Dataset entries:
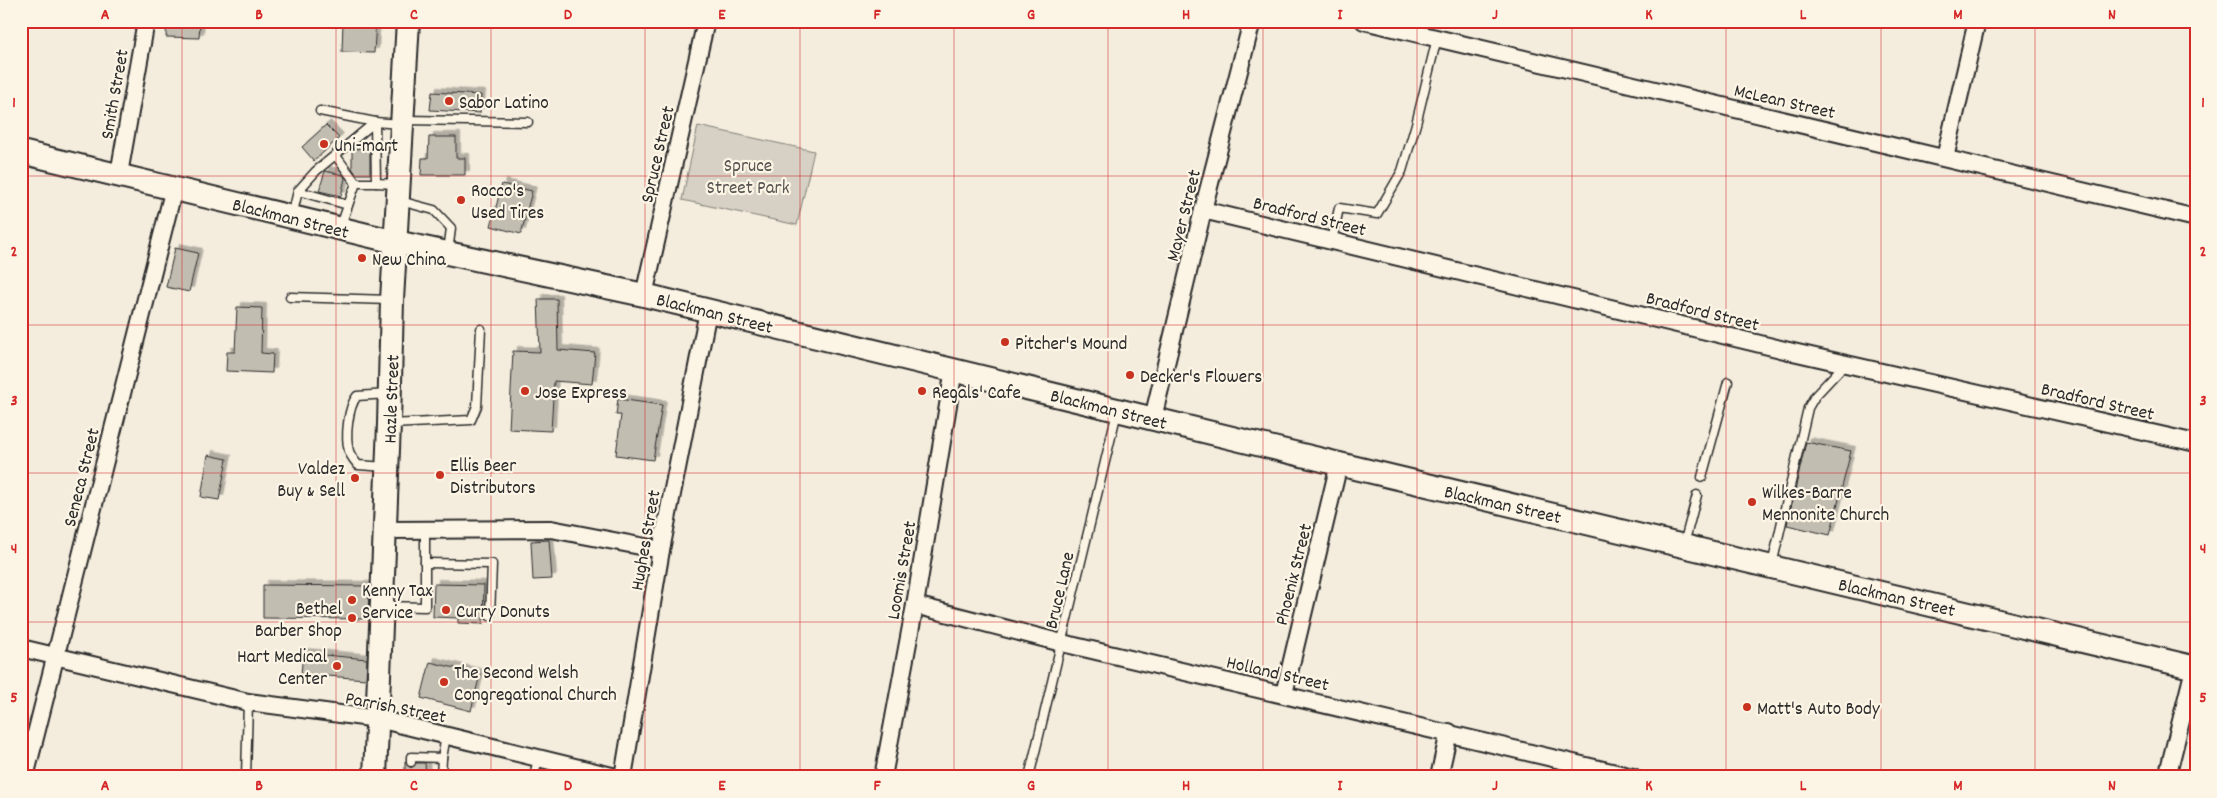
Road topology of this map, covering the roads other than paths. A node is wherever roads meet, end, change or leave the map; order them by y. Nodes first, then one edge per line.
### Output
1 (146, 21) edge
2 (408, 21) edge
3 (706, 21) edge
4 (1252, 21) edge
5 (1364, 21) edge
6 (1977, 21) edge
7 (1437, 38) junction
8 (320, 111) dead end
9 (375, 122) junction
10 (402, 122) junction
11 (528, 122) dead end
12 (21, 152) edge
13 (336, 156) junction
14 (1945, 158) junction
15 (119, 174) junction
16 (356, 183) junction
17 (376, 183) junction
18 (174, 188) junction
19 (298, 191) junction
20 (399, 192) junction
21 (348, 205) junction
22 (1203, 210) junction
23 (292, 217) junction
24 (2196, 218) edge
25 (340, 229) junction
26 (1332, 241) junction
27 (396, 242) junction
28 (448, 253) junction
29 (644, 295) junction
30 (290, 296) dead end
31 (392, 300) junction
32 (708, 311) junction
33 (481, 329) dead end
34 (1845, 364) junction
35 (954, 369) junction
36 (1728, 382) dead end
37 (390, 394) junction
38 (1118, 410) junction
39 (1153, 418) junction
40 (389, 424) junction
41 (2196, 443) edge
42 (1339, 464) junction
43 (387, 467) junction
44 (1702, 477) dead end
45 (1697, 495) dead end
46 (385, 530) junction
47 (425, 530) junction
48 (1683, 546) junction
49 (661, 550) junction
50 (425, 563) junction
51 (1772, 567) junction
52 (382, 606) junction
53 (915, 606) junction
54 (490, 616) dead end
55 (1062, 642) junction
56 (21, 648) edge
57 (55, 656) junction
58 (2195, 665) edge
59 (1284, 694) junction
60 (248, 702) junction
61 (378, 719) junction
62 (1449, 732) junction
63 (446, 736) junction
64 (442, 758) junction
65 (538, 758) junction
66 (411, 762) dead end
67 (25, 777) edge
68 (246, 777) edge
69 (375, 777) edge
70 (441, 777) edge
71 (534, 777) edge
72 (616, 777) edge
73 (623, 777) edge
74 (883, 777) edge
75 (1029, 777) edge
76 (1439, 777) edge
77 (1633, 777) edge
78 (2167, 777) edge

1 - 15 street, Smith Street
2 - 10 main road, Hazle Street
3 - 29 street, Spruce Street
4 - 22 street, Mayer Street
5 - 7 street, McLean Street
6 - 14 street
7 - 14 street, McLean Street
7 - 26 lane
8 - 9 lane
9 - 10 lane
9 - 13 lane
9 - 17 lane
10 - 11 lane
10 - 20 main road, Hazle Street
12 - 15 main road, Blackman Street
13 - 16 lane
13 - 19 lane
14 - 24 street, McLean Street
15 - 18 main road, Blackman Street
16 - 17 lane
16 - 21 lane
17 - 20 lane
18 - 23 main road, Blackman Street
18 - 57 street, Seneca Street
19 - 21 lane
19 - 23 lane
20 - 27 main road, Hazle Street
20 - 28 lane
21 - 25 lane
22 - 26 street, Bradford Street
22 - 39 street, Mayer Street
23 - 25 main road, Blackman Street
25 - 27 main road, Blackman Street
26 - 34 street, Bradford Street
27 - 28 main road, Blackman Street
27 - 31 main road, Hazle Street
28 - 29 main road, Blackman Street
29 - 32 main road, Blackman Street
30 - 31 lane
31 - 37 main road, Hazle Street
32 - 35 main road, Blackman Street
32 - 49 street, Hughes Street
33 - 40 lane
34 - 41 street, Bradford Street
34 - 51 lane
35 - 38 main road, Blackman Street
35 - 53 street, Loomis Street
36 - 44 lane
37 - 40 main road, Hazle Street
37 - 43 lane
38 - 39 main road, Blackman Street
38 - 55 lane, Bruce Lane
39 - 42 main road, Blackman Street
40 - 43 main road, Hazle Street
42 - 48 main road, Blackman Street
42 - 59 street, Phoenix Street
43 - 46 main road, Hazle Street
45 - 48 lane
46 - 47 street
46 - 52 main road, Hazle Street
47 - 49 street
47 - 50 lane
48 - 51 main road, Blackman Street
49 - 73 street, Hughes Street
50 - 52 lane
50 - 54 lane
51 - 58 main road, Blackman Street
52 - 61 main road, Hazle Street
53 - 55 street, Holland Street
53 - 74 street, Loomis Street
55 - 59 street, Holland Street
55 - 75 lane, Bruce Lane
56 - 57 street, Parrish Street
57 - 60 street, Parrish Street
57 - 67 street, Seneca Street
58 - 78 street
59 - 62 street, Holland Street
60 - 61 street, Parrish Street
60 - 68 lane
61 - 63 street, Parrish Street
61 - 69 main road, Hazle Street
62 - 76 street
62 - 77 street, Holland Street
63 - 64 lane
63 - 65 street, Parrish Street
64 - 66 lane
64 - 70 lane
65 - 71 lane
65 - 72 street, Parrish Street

Exercise brief – Repeat each entry above exactly. Omit the pictures.

Answer box –
Road topology of this map, covering the roads other than paths. A node is wherever roads meet, end, change or leave the map; order them by y. Nodes first, then one edge per line.
### Output
1 (146, 21) edge
2 (408, 21) edge
3 (706, 21) edge
4 (1252, 21) edge
5 (1364, 21) edge
6 (1977, 21) edge
7 (1437, 38) junction
8 (320, 111) dead end
9 (375, 122) junction
10 (402, 122) junction
11 (528, 122) dead end
12 (21, 152) edge
13 (336, 156) junction
14 (1945, 158) junction
15 (119, 174) junction
16 (356, 183) junction
17 (376, 183) junction
18 (174, 188) junction
19 (298, 191) junction
20 (399, 192) junction
21 (348, 205) junction
22 (1203, 210) junction
23 (292, 217) junction
24 (2196, 218) edge
25 (340, 229) junction
26 (1332, 241) junction
27 (396, 242) junction
28 (448, 253) junction
29 (644, 295) junction
30 (290, 296) dead end
31 (392, 300) junction
32 (708, 311) junction
33 (481, 329) dead end
34 (1845, 364) junction
35 (954, 369) junction
36 (1728, 382) dead end
37 (390, 394) junction
38 (1118, 410) junction
39 (1153, 418) junction
40 (389, 424) junction
41 (2196, 443) edge
42 (1339, 464) junction
43 (387, 467) junction
44 (1702, 477) dead end
45 (1697, 495) dead end
46 (385, 530) junction
47 (425, 530) junction
48 (1683, 546) junction
49 (661, 550) junction
50 (425, 563) junction
51 (1772, 567) junction
52 (382, 606) junction
53 (915, 606) junction
54 (490, 616) dead end
55 (1062, 642) junction
56 (21, 648) edge
57 (55, 656) junction
58 (2195, 665) edge
59 (1284, 694) junction
60 (248, 702) junction
61 (378, 719) junction
62 (1449, 732) junction
63 (446, 736) junction
64 (442, 758) junction
65 (538, 758) junction
66 (411, 762) dead end
67 (25, 777) edge
68 (246, 777) edge
69 (375, 777) edge
70 (441, 777) edge
71 (534, 777) edge
72 (616, 777) edge
73 (623, 777) edge
74 (883, 777) edge
75 (1029, 777) edge
76 (1439, 777) edge
77 (1633, 777) edge
78 (2167, 777) edge

1 - 15 street, Smith Street
2 - 10 main road, Hazle Street
3 - 29 street, Spruce Street
4 - 22 street, Mayer Street
5 - 7 street, McLean Street
6 - 14 street
7 - 14 street, McLean Street
7 - 26 lane
8 - 9 lane
9 - 10 lane
9 - 13 lane
9 - 17 lane
10 - 11 lane
10 - 20 main road, Hazle Street
12 - 15 main road, Blackman Street
13 - 16 lane
13 - 19 lane
14 - 24 street, McLean Street
15 - 18 main road, Blackman Street
16 - 17 lane
16 - 21 lane
17 - 20 lane
18 - 23 main road, Blackman Street
18 - 57 street, Seneca Street
19 - 21 lane
19 - 23 lane
20 - 27 main road, Hazle Street
20 - 28 lane
21 - 25 lane
22 - 26 street, Bradford Street
22 - 39 street, Mayer Street
23 - 25 main road, Blackman Street
25 - 27 main road, Blackman Street
26 - 34 street, Bradford Street
27 - 28 main road, Blackman Street
27 - 31 main road, Hazle Street
28 - 29 main road, Blackman Street
29 - 32 main road, Blackman Street
30 - 31 lane
31 - 37 main road, Hazle Street
32 - 35 main road, Blackman Street
32 - 49 street, Hughes Street
33 - 40 lane
34 - 41 street, Bradford Street
34 - 51 lane
35 - 38 main road, Blackman Street
35 - 53 street, Loomis Street
36 - 44 lane
37 - 40 main road, Hazle Street
37 - 43 lane
38 - 39 main road, Blackman Street
38 - 55 lane, Bruce Lane
39 - 42 main road, Blackman Street
40 - 43 main road, Hazle Street
42 - 48 main road, Blackman Street
42 - 59 street, Phoenix Street
43 - 46 main road, Hazle Street
45 - 48 lane
46 - 47 street
46 - 52 main road, Hazle Street
47 - 49 street
47 - 50 lane
48 - 51 main road, Blackman Street
49 - 73 street, Hughes Street
50 - 52 lane
50 - 54 lane
51 - 58 main road, Blackman Street
52 - 61 main road, Hazle Street
53 - 55 street, Holland Street
53 - 74 street, Loomis Street
55 - 59 street, Holland Street
55 - 75 lane, Bruce Lane
56 - 57 street, Parrish Street
57 - 60 street, Parrish Street
57 - 67 street, Seneca Street
58 - 78 street
59 - 62 street, Holland Street
60 - 61 street, Parrish Street
60 - 68 lane
61 - 63 street, Parrish Street
61 - 69 main road, Hazle Street
62 - 76 street
62 - 77 street, Holland Street
63 - 64 lane
63 - 65 street, Parrish Street
64 - 66 lane
64 - 70 lane
65 - 71 lane
65 - 72 street, Parrish Street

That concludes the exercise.